Only the pictures should be dropped; every line of the data must come back exactly as written.

SOURCE MATERIAL Start Marker

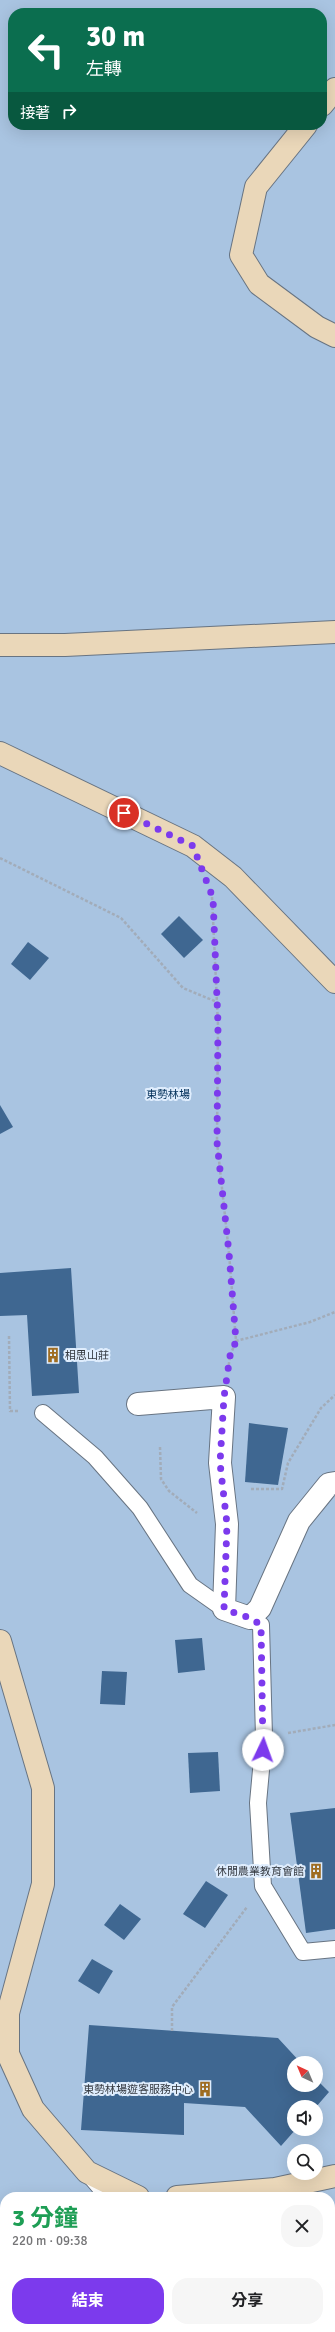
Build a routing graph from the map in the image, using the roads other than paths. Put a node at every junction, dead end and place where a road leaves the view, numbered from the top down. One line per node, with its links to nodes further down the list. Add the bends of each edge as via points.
1 (335, 89): 2 (street)
2 (327, 99)
3 (302, 130): 4 (street, via 256,186 241,255 259,284 317,327)
4 (335, 336)
5 (335, 632): 6 (street, via 65,645)
6 (0, 644)
7 (0, 754): 8 (street, via 193,846 233,877)
8 (335, 982)
9 (138, 1404): 12 (street, via 224,1397 220,1463 227,1524)
10 (44, 1413): 12 (lane, via 95,1457 140,1508 190,1584)
11 (335, 1483): 13 (street, via 329,1484 299,1520 260,1608)
12 (224, 1609): 13 (street)
13 (250, 1618): 15 (lane, via 261,1625 264,1737 258,1803 263,1886 303,1952)
14 (0, 1641): 16 (street, via 43,1788 44,1884 8,2012 8,2054 33,2109)
15 (335, 1949)
16 (87, 2172): 18 (lane); 19 (street)
17 (335, 2176): 20 (street)
18 (104, 2192)
19 (128, 2192)
20 (279, 2192)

SOURCE MATERIAL End Marker

EXPECTED ANSWER
Build a routing graph from the map in the image, using the roads other than paths. Put a node at every junction, dead end and place where a road leaves the view, numbered from the top down. One line per node, with its links to nodes further down the list. Add the bends of each edge as via points.
1 (335, 89): 2 (street)
2 (327, 99)
3 (302, 130): 4 (street, via 256,186 241,255 259,284 317,327)
4 (335, 336)
5 (335, 632): 6 (street, via 65,645)
6 (0, 644)
7 (0, 754): 8 (street, via 193,846 233,877)
8 (335, 982)
9 (138, 1404): 12 (street, via 224,1397 220,1463 227,1524)
10 (44, 1413): 12 (lane, via 95,1457 140,1508 190,1584)
11 (335, 1483): 13 (street, via 329,1484 299,1520 260,1608)
12 (224, 1609): 13 (street)
13 (250, 1618): 15 (lane, via 261,1625 264,1737 258,1803 263,1886 303,1952)
14 (0, 1641): 16 (street, via 43,1788 44,1884 8,2012 8,2054 33,2109)
15 (335, 1949)
16 (87, 2172): 18 (lane); 19 (street)
17 (335, 2176): 20 (street)
18 (104, 2192)
19 (128, 2192)
20 (279, 2192)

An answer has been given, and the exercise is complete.